=== What this task involves ===
All of the entries need to be copied character for character.

[Data extracted from a collection]
=== Section Start ===

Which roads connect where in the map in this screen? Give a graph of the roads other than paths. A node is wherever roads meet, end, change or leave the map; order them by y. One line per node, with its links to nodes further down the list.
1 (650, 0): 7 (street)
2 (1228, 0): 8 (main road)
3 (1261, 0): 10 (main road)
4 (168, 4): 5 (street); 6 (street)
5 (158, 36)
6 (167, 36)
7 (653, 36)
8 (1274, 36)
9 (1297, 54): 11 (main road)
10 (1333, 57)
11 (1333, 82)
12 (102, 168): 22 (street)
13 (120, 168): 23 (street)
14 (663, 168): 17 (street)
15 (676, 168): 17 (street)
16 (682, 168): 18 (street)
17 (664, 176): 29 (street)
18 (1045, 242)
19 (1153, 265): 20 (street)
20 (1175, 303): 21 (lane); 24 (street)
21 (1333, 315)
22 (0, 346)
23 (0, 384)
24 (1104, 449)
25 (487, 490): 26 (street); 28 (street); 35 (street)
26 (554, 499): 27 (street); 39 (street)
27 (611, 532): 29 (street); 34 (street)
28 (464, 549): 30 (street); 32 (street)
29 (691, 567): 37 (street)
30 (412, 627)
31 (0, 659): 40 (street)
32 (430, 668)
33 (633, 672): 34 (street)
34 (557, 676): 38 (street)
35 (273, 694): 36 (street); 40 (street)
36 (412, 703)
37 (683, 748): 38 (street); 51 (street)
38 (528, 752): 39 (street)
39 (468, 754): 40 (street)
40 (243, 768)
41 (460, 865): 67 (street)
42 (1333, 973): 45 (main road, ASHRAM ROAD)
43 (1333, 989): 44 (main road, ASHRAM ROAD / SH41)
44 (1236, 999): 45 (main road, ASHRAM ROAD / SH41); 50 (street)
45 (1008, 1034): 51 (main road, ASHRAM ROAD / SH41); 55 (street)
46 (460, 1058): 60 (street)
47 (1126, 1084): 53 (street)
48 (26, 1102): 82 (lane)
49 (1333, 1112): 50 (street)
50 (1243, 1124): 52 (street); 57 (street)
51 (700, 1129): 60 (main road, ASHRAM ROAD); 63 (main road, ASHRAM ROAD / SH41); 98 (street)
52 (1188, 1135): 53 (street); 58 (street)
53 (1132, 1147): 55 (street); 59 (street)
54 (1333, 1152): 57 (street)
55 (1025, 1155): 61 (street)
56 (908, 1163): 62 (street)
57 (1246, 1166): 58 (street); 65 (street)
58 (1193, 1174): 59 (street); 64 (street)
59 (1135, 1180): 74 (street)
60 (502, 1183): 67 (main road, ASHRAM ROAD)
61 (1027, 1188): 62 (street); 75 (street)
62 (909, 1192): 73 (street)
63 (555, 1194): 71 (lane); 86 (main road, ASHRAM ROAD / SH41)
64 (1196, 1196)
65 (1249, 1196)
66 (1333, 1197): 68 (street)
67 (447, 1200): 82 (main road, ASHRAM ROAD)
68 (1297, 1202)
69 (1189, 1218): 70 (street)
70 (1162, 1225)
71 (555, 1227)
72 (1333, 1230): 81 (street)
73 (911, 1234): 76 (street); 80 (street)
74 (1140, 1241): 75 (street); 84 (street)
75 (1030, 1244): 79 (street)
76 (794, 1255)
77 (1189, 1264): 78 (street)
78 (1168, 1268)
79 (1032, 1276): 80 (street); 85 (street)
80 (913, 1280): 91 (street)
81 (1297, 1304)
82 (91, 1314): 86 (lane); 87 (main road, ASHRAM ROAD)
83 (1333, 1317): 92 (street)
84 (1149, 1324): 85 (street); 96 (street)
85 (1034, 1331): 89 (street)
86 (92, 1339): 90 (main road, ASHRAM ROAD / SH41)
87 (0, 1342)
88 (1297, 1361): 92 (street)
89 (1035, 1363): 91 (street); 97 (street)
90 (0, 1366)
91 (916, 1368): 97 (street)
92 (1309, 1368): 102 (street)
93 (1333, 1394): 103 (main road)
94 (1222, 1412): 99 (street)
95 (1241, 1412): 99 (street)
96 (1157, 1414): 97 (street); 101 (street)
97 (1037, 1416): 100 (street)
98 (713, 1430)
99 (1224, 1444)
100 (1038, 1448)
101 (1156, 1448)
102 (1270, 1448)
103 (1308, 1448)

=== Section End ===

=== Result below ===
Which roads connect where in the map in this screen? Give a graph of the roads other than paths. A node is wherever roads meet, end, change or leave the map; order them by y. One line per node, with its links to nodes further down the list.
1 (650, 0): 7 (street)
2 (1228, 0): 8 (main road)
3 (1261, 0): 10 (main road)
4 (168, 4): 5 (street); 6 (street)
5 (158, 36)
6 (167, 36)
7 (653, 36)
8 (1274, 36)
9 (1297, 54): 11 (main road)
10 (1333, 57)
11 (1333, 82)
12 (102, 168): 22 (street)
13 (120, 168): 23 (street)
14 (663, 168): 17 (street)
15 (676, 168): 17 (street)
16 (682, 168): 18 (street)
17 (664, 176): 29 (street)
18 (1045, 242)
19 (1153, 265): 20 (street)
20 (1175, 303): 21 (lane); 24 (street)
21 (1333, 315)
22 (0, 346)
23 (0, 384)
24 (1104, 449)
25 (487, 490): 26 (street); 28 (street); 35 (street)
26 (554, 499): 27 (street); 39 (street)
27 (611, 532): 29 (street); 34 (street)
28 (464, 549): 30 (street); 32 (street)
29 (691, 567): 37 (street)
30 (412, 627)
31 (0, 659): 40 (street)
32 (430, 668)
33 (633, 672): 34 (street)
34 (557, 676): 38 (street)
35 (273, 694): 36 (street); 40 (street)
36 (412, 703)
37 (683, 748): 38 (street); 51 (street)
38 (528, 752): 39 (street)
39 (468, 754): 40 (street)
40 (243, 768)
41 (460, 865): 67 (street)
42 (1333, 973): 45 (main road, ASHRAM ROAD)
43 (1333, 989): 44 (main road, ASHRAM ROAD / SH41)
44 (1236, 999): 45 (main road, ASHRAM ROAD / SH41); 50 (street)
45 (1008, 1034): 51 (main road, ASHRAM ROAD / SH41); 55 (street)
46 (460, 1058): 60 (street)
47 (1126, 1084): 53 (street)
48 (26, 1102): 82 (lane)
49 (1333, 1112): 50 (street)
50 (1243, 1124): 52 (street); 57 (street)
51 (700, 1129): 60 (main road, ASHRAM ROAD); 63 (main road, ASHRAM ROAD / SH41); 98 (street)
52 (1188, 1135): 53 (street); 58 (street)
53 (1132, 1147): 55 (street); 59 (street)
54 (1333, 1152): 57 (street)
55 (1025, 1155): 61 (street)
56 (908, 1163): 62 (street)
57 (1246, 1166): 58 (street); 65 (street)
58 (1193, 1174): 59 (street); 64 (street)
59 (1135, 1180): 74 (street)
60 (502, 1183): 67 (main road, ASHRAM ROAD)
61 (1027, 1188): 62 (street); 75 (street)
62 (909, 1192): 73 (street)
63 (555, 1194): 71 (lane); 86 (main road, ASHRAM ROAD / SH41)
64 (1196, 1196)
65 (1249, 1196)
66 (1333, 1197): 68 (street)
67 (447, 1200): 82 (main road, ASHRAM ROAD)
68 (1297, 1202)
69 (1189, 1218): 70 (street)
70 (1162, 1225)
71 (555, 1227)
72 (1333, 1230): 81 (street)
73 (911, 1234): 76 (street); 80 (street)
74 (1140, 1241): 75 (street); 84 (street)
75 (1030, 1244): 79 (street)
76 (794, 1255)
77 (1189, 1264): 78 (street)
78 (1168, 1268)
79 (1032, 1276): 80 (street); 85 (street)
80 (913, 1280): 91 (street)
81 (1297, 1304)
82 (91, 1314): 86 (lane); 87 (main road, ASHRAM ROAD)
83 (1333, 1317): 92 (street)
84 (1149, 1324): 85 (street); 96 (street)
85 (1034, 1331): 89 (street)
86 (92, 1339): 90 (main road, ASHRAM ROAD / SH41)
87 (0, 1342)
88 (1297, 1361): 92 (street)
89 (1035, 1363): 91 (street); 97 (street)
90 (0, 1366)
91 (916, 1368): 97 (street)
92 (1309, 1368): 102 (street)
93 (1333, 1394): 103 (main road)
94 (1222, 1412): 99 (street)
95 (1241, 1412): 99 (street)
96 (1157, 1414): 97 (street); 101 (street)
97 (1037, 1416): 100 (street)
98 (713, 1430)
99 (1224, 1444)
100 (1038, 1448)
101 (1156, 1448)
102 (1270, 1448)
103 (1308, 1448)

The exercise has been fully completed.